== MATERIAL PROVIDED

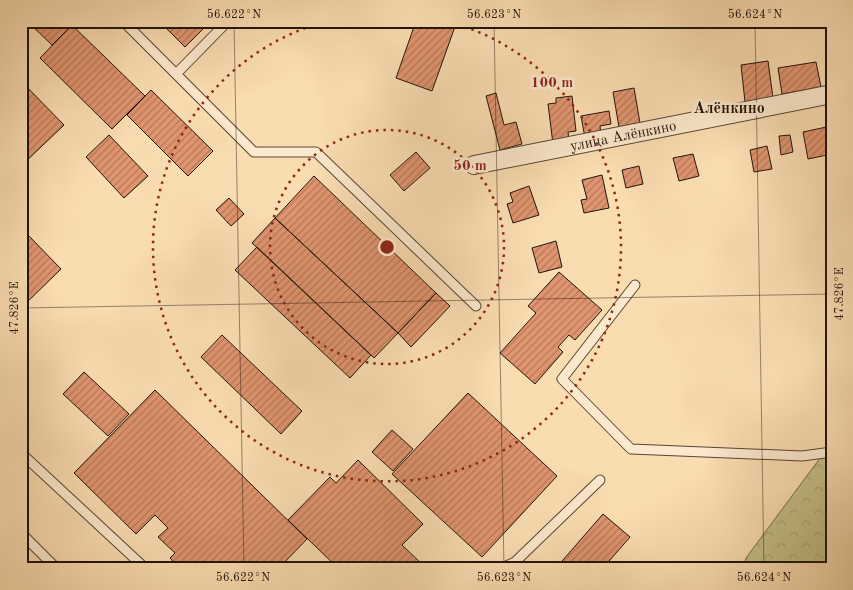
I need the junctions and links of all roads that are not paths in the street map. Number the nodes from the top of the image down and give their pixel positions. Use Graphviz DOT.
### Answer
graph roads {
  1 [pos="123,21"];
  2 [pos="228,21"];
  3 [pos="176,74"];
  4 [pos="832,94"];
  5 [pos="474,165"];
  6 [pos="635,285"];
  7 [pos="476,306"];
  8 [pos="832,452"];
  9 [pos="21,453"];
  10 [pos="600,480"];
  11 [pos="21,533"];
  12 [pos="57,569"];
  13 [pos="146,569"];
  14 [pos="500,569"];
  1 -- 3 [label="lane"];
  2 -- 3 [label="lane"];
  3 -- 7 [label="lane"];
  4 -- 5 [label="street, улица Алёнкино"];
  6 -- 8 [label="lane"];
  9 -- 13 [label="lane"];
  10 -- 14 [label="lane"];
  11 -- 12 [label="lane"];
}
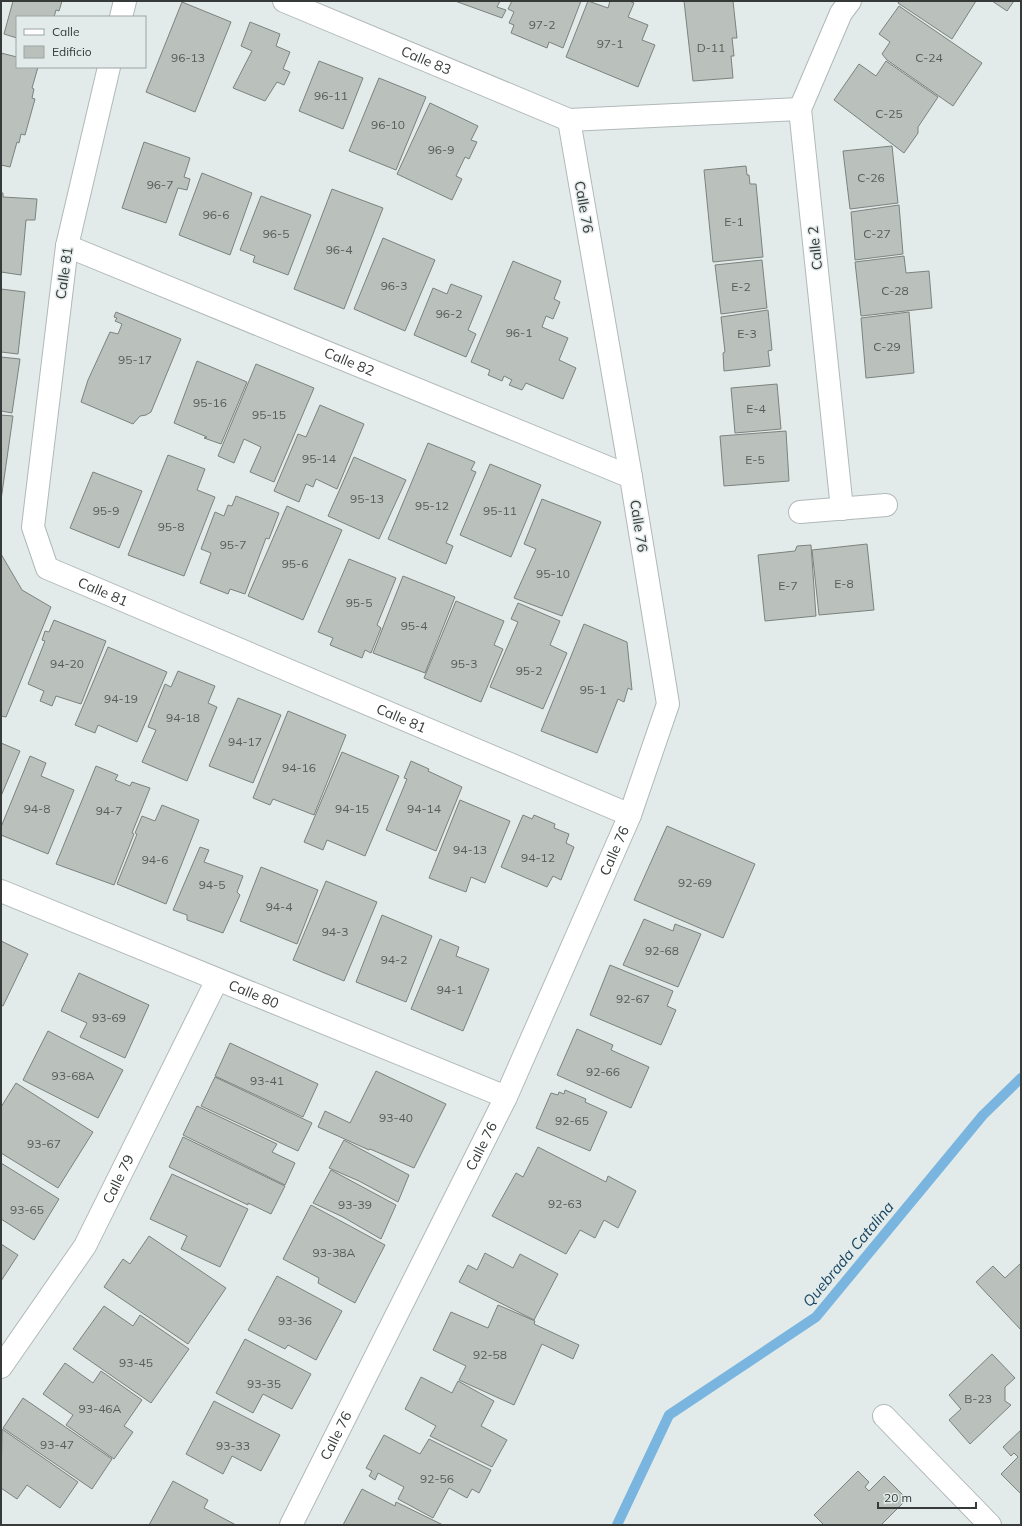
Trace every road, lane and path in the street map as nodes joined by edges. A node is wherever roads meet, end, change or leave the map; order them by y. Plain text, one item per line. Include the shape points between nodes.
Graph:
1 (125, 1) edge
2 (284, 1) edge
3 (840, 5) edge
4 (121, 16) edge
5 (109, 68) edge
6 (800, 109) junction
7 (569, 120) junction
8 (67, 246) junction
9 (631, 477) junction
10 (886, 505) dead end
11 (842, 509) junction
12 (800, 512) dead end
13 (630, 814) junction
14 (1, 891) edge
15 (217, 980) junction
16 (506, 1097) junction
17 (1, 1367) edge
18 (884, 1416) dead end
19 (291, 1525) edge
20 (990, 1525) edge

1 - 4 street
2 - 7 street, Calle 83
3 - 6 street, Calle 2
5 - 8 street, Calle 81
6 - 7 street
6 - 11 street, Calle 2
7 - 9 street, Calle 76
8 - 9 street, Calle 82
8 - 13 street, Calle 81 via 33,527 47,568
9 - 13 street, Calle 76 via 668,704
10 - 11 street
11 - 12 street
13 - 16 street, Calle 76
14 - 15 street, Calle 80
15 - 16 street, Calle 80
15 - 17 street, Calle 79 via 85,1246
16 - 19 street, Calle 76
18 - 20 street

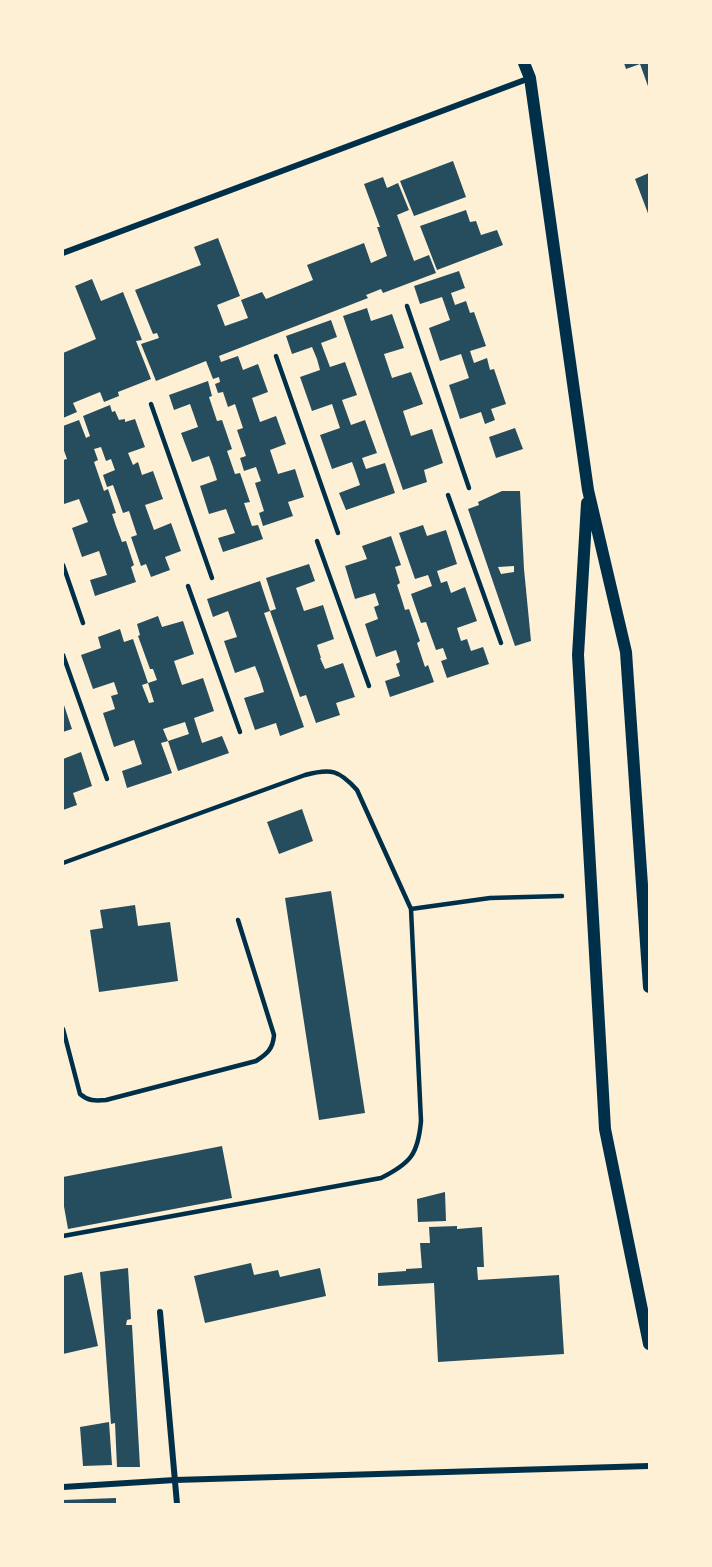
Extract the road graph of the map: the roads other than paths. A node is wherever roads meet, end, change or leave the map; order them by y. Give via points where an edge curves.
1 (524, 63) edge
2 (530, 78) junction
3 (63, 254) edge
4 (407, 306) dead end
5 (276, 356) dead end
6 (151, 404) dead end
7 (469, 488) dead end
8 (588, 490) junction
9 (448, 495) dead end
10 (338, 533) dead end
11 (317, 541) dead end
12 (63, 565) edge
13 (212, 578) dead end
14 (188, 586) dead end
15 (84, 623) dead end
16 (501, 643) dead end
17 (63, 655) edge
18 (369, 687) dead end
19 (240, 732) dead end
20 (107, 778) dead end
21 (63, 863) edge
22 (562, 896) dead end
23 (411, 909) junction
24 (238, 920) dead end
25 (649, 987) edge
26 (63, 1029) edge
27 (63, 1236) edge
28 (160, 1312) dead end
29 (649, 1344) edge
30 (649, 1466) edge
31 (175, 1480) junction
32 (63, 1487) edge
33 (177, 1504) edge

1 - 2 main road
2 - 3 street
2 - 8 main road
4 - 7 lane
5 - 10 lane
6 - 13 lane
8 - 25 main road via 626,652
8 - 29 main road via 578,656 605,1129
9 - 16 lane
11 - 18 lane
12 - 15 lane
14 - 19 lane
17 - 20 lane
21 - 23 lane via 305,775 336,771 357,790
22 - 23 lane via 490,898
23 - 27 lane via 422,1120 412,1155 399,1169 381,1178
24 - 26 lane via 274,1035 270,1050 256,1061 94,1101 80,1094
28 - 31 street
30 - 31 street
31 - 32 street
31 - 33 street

====

▶ _THE PROBLEM_:
Give again, word for word, only the lines that run from the top of the data above through the line with "Trace every road, lane". Drop the pictures.

▶ _OUTPUT FOR THIS EXERCISE_:
I need the junctions and links of all roads that are not paths in the street map. Number the nodes from the top of the image down and give their pixel positions. Use Graphviz DOT.
### Answer
graph roads {
  1 [pos="123,21"];
  2 [pos="228,21"];
  3 [pos="176,74"];
  4 [pos="832,94"];
  5 [pos="474,165"];
  6 [pos="635,285"];
  7 [pos="476,306"];
  8 [pos="832,452"];
  9 [pos="21,453"];
  10 [pos="600,480"];
  11 [pos="21,533"];
  12 [pos="57,569"];
  13 [pos="146,569"];
  14 [pos="500,569"];
  1 -- 3 [label="lane"];
  2 -- 3 [label="lane"];
  3 -- 7 [label="lane"];
  4 -- 5 [label="street, улица Алёнкино"];
  6 -- 8 [label="lane"];
  9 -- 13 [label="lane"];
  10 -- 14 [label="lane"];
  11 -- 12 [label="lane"];
}
Trace every road, lane and path in the street map as nodes joined by edges. A node is wherever roads meet, end, change or leave the map; order them by y. Plain text, one item per line. Include the shape points between nodes.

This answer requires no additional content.